29.4.09

N. – Ernesto Ferrero

N, c’est Napoléon, ce monstre froid, cet orque assoiffé de sang et pour qui la vie humaine n’a pas de prix. Des morts par dizaines de milliers sur chaque champ de bataille, par millions au bout des campagnes qui n’ont eu d’autres objectifs que d’alimenter une volonté insatiable de grandeur et de puissance.

C’est ce bourreau que déteste M. Aquabono, lettré et féru de littérature française et qu’il voit débarquer sur son île d’Elbe, jusque là bien tranquille. Une île en ébullition et vite conquise, sans coup férir.

Le parti-pris de l’auteur est intéressant. Ce n’est pas au militaire, au Consul ou à l’Empereur qu’il s’adresse. C’est au petit roi déchu, émigré sous des cieux italiens, placés sous la férule des Anglais et à qui on a laissé un lopin de terre, loin de tout, pour jouer sans risques. Un épisode peu glorieux et mal connu de l’épopée napoléonienne.

Rapidement, à peine débarqué, N. n’aura de cesse que de réorganiser de fond en comble une île jusqu’ici endormie et profondément agricole. Il y mettra la même énergie et détermination qu’en toutes choses, gouvernant de façon inflexible, un objectif toujours en tête : revenir au pouvoir à Paris.

Accompagné de ceux qui lui sont resté fidèles (son fidèle Drouot en particulier), il va s’appliquer à amadouer les autochtones en les obligeant et saura parfaitement endormir la vigilance de ses geôliers par une politique active de rénovation profonde de l’île.

Ce sont des citernes d’eau qui sont mises en place, un système complet de traitement des eaux usées, des routes qui sont tracées, des palais construits, des fortifications consolidées. Une administration totale est mise sur pied ainsi qu’une marine militaire et une petite armée.

Mais N. est aussi un homme de lettres, non pas par amour (sait-il au moins ce qu’est l’amour ?), mais parce qu’il veut tout maîtriser dans l’art de la guerre : la géographie, l’histoire, les mathématiques (pour la balistique), la physique… Il lui faut donc un bibliothécaire pour s’occuper des superbes volumes qu’il a fait venir de ses bibliothèques impériales, plus ou moins au nez et à la barbe des Anglais.

C’est Aquabono qui se voit confier cette responsabilité, lui qui déteste N. pour des raisons éthiques et morales.

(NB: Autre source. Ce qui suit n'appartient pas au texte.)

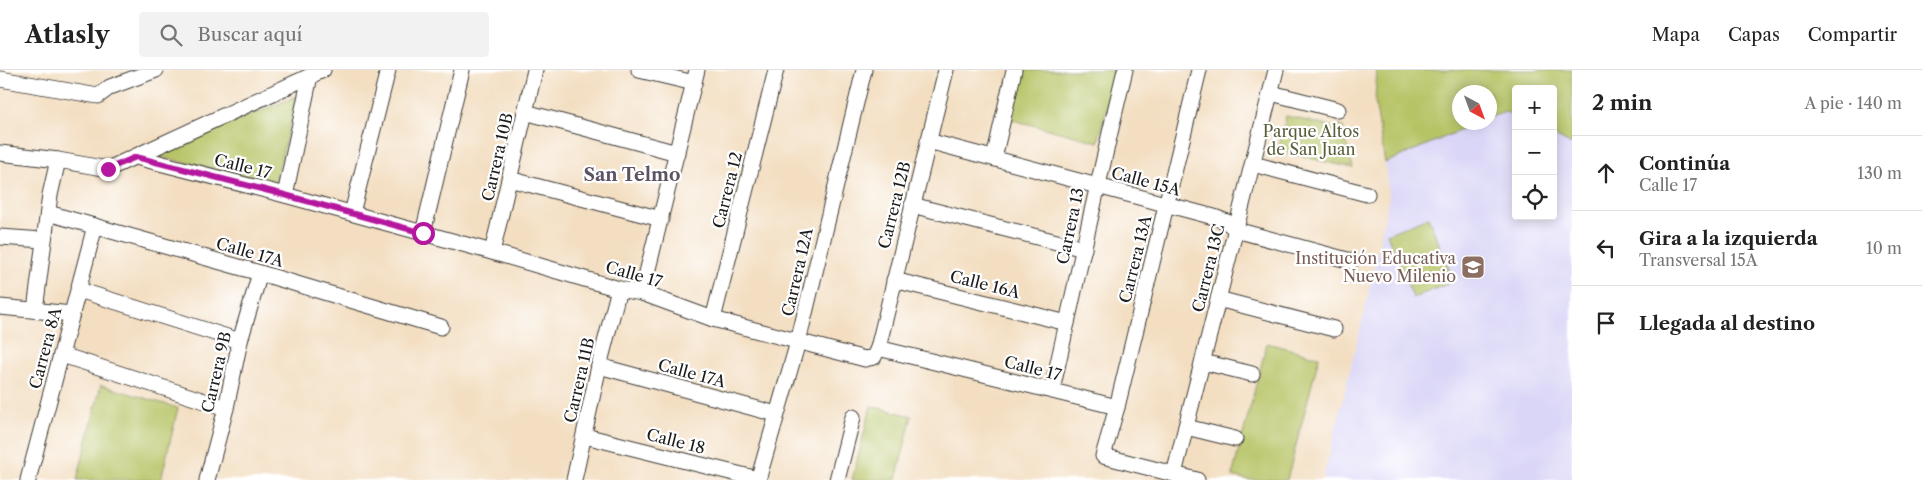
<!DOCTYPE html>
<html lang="es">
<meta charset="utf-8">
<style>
body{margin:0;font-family:"Libre Caslon Text",serif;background:#f2f2f2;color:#222}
.controls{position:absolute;right:15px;top:15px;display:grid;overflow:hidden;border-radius:5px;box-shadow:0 2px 12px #0003}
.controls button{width:45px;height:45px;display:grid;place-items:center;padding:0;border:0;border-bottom:1px solid #e0e0e0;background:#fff;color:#222;font:25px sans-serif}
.compass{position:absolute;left:1452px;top:15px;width:45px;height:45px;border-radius:50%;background:#fff;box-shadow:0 2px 12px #0003;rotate:139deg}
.stop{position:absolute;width:15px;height:15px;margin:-11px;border:4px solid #b5179e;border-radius:50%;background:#fff}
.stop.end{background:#b5179e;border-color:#fff;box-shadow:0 1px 5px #0008}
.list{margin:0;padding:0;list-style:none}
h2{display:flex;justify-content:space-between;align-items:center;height:65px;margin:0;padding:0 20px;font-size:21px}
h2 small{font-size:16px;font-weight:400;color:#767676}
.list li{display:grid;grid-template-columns:32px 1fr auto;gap:15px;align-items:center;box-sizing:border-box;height:75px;padding:0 20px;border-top:1px solid #e0e0e0}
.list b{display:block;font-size:19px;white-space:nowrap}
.list p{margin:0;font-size:16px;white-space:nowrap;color:#767676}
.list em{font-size:16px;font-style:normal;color:#767676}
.icon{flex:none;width:28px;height:28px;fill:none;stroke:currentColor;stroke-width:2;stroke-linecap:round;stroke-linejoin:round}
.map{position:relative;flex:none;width:1572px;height:410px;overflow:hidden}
header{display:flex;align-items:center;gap:30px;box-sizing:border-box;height:70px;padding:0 25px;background:#fff;border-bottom:1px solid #e0e0e0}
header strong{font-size:24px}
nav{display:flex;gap:28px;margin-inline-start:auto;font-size:18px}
.search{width:350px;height:45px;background:#f2f2f2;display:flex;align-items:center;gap:12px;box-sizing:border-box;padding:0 18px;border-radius:5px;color:#767676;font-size:19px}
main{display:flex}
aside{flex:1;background:#fff}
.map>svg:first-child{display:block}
.built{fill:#dad6f7}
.green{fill:#b7c466;stroke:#6a7041}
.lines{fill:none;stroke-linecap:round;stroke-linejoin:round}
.minor-casing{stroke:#3c3935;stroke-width:17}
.minor{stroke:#fff;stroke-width:15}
.route{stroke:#b5179e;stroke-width:6}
.labels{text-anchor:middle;stroke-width:4.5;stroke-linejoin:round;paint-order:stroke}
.park-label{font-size:16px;fill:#5a5f3a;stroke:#fff}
.street-label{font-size:16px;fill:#1c1c1c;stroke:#fff}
.education-label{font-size:16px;fill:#785e54;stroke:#fff;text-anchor:end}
.neighbourhood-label{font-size:18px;font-weight:bold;fill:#5c5262;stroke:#fff}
</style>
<header>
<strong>Atlasly</strong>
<div class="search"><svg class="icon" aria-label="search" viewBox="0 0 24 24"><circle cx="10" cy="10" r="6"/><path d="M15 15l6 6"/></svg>Buscar aquí</div>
<nav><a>Mapa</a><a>Capas</a><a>Compartir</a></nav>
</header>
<main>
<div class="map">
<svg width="1572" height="410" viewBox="0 0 1572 410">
<rect width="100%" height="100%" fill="#fff"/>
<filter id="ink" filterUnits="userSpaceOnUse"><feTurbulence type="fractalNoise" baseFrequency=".02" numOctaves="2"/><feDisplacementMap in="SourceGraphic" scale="10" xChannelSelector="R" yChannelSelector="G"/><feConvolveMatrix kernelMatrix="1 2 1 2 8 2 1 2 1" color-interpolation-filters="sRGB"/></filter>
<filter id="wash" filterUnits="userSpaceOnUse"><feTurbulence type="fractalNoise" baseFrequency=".0096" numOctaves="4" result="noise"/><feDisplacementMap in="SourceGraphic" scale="20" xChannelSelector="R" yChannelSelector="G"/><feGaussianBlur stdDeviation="1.12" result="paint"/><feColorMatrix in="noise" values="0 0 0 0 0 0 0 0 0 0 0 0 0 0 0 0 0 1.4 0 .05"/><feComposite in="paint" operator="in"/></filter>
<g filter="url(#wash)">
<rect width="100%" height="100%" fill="#f3dec1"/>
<!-- built -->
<path class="built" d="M1506,42l10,4v100h37v-81l19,10v335h-249l40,-162 24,-112 2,-7 -4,-36 92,-40 13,-1v-5z"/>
<!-- green -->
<g class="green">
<path d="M1021,0h95l-18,72 -89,-23z"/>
<path d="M1377,0h195v75l-19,-10v-46h-37v27l-10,-4 -16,5v-25h-30v30l17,1 -92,40 -10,-62z"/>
<path d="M297,26l-22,87 -123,-28z"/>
<path d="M1286,46l51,12v-3l6,2 10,41 -75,-17z"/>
<path d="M1428,147l26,64 -41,17 -26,-64z"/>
<path d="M1267,273l52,14 -32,123h-38l-17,-4z"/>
<path d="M101,315l77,23 -17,72h-84z"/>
<path d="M871,336l41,10 -16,64h-44z"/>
</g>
</g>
<g filter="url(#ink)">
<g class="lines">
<!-- minor casing -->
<g class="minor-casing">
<g id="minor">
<path d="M639,0l55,13"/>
<path d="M0,9l98,17 12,-9 46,-17"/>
<path d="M1271,23l67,17"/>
<path d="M525,42l152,41"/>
<path d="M928,71l286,76 13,5 9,8 115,31"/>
<path d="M0,83l58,7 50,9 215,-99"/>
<path d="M136,87l149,38 207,57 127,37 23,4 71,26 152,40 9,-2 4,-9 68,-278"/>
<path d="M994,88l20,-88"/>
<path d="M1253,94l114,30"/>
<path d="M509,109l152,40"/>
<path d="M285,125l25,-119"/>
<path d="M912,135l172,44"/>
<path d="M48,143l212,60 181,54"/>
<path d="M352,143l36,-143"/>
<path d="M423,163l39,-163"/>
<path d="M0,167l43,3"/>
<path d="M492,182l43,-182"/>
<path d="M894,210l173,43"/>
<path d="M79,220l161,51"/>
<path d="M642,223l55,-223"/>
<path d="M1218,229l116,30"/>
<path d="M0,237l72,7"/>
<path d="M35,240l15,-115 8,-35"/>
<path d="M713,249l63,-249"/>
<path d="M878,278l239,59"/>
<path d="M62,285l164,53"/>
<path d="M1203,292l49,12"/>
<path d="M599,296l177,48"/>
<path d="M1052,320c24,-107 47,-214 73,-320"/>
<path d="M1186,357l49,12"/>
<path d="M585,366l173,43"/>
<path d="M1174,404l102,-404"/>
<path d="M28,410l67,-254"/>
<path d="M207,410l19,-72 14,-67 20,-68"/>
<path d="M574,410l25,-114 20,-77"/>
<path d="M758,410l40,-138 66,-272"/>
<path d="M837,410l16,-63"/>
<path d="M1197,410l-94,-24 14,-49 82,-337"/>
</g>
</g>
<!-- minor -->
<use href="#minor" class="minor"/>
</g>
</g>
<g class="lines" filter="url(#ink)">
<!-- route -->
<path class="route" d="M108,99l28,-12 149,38 138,38"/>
</g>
<!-- icons -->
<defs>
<g id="school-square" transform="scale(1.25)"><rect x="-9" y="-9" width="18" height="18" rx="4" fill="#8d6e63" stroke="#fff"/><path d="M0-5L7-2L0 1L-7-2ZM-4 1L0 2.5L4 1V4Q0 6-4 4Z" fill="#fff"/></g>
</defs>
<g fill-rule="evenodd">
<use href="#school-square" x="1473" y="197"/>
</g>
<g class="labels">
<!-- park labels -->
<g class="park-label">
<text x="1311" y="67">Parque Altos<tspan x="1311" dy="18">de San Juan</tspan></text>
</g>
<!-- street labels -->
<g class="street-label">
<text transform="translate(497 87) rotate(-77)" y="6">Carrera 10B</text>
<text transform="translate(243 96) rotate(14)" y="6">Calle 17</text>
<text transform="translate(1146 111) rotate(15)" y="6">Calle 15A</text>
<text transform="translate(727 120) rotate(-76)" y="6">Carrera 12</text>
<text transform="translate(894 135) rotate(-76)" y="6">Carrera 12B</text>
<text transform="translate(1070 156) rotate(-78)" y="6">Carrera 13</text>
<text transform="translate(250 182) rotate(16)" y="6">Calle 17A</text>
<text transform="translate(1135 189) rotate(-76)" y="6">Carrera 13A</text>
<text transform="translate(1208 198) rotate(-76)" y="6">Carrera 13C</text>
<text transform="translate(797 202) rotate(-77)" y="6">Carrera 12A</text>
<text transform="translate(634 204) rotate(16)" y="6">Calle 17</text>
<text transform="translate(985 214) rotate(14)" y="6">Calle 16A</text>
<text transform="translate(45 278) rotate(-75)" y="6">Carrera 8A</text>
<text transform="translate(1033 298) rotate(14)" y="6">Calle 17</text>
<text transform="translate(216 302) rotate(-77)" y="6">Carrera 9B</text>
<text transform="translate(692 303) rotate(15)" y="6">Calle 17A</text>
<text transform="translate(579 310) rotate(-77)" y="6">Carrera 11B</text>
<text transform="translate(676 371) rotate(14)" y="6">Calle 18</text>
</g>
<!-- education labels -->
<g class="education-label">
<text x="1456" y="194">Institución Educativa<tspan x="1456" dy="18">Nuevo Milenio</tspan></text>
</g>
<!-- neighbourhood labels -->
<g class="neighbourhood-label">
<text x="632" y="111">San Telmo</text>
</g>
</g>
</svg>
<div class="controls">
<button>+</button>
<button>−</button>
<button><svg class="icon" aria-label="locate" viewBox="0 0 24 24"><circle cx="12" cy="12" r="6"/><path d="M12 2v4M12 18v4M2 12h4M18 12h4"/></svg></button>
</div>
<svg class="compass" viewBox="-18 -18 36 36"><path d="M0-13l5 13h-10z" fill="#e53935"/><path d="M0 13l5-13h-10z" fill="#767676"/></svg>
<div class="stop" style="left:423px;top:163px"></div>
<div class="stop end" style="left:108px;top:99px"></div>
</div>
<aside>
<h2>2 min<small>A pie · 140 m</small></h2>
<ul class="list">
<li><svg class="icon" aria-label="ahead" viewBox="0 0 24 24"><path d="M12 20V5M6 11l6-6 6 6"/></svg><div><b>Continúa</b><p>Calle 17</p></div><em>130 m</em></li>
<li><svg class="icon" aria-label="left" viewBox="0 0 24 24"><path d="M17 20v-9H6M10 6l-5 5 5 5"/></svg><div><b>Gira a la izquierda</b><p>Transversal 15A</p></div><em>10 m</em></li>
<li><svg class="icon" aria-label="arrive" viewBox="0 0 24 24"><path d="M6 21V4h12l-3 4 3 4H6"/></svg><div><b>Llegada al destino</b></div></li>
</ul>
</aside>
</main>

Mais à côtoyer le grand homme, bientôt c’est la haine intellectuelle va bientôt se transformer en authentique admiration. Celle de l’énergie inépuisable, celle de la volonté délibérée de revenir au pouvoir, le moment venu, celle du paternalisme dont N. use sans mesure pour parvenir à ses fins, celle du stratège brillant et manipulateur d’hommes, obtenant en tout, ce qu’il désire..

Comment faire quand on ne sait que servir loyalement, que l’on se prend à admirer un homme hors du commun et qu’en même temps on aimerait l’assassiner, pour protéger l’Europe de nouvelles saignées humaines ?

Pusillanime, Aquabono ne saura qu’être la proie de ses doutes, rêvant d’être celui qui aura tué le monstre. Pendant ce temps, N. réformera profondément Elbe et préparera son retour, éphémère, au pouvoir. Un homme d’esprit face à un homme brillant d’actions. U n combat perdu d’avance.

Dans ce livre à la fois d’histoire extraordinairement documenté et roman psychologique et historique, Ferrero sait nous emmener sur des chemins de traverse qui nous donne à voir Napoléon sous un jour différent et surtout, Napoléon, en tant qu’homme fait de chair et de sang, en proie à ses doutes, ses amertumes, ses regrets mais toujours tourné vers l’action, assoiffé d’avenir fait de gloire. Car il ne fur rien d’autre que cela : un mégalomane de génie, visionnaire, d’une énergie rare, au leadership que rien ne pouvait arrêter sauf son ambition dévorante.

Certes le livre, à force de détails et de minutie, est un peu long mais tout amateur d’histoire et tout passionné du grand homme, dont je suis, se doivent de lire ce roman à part.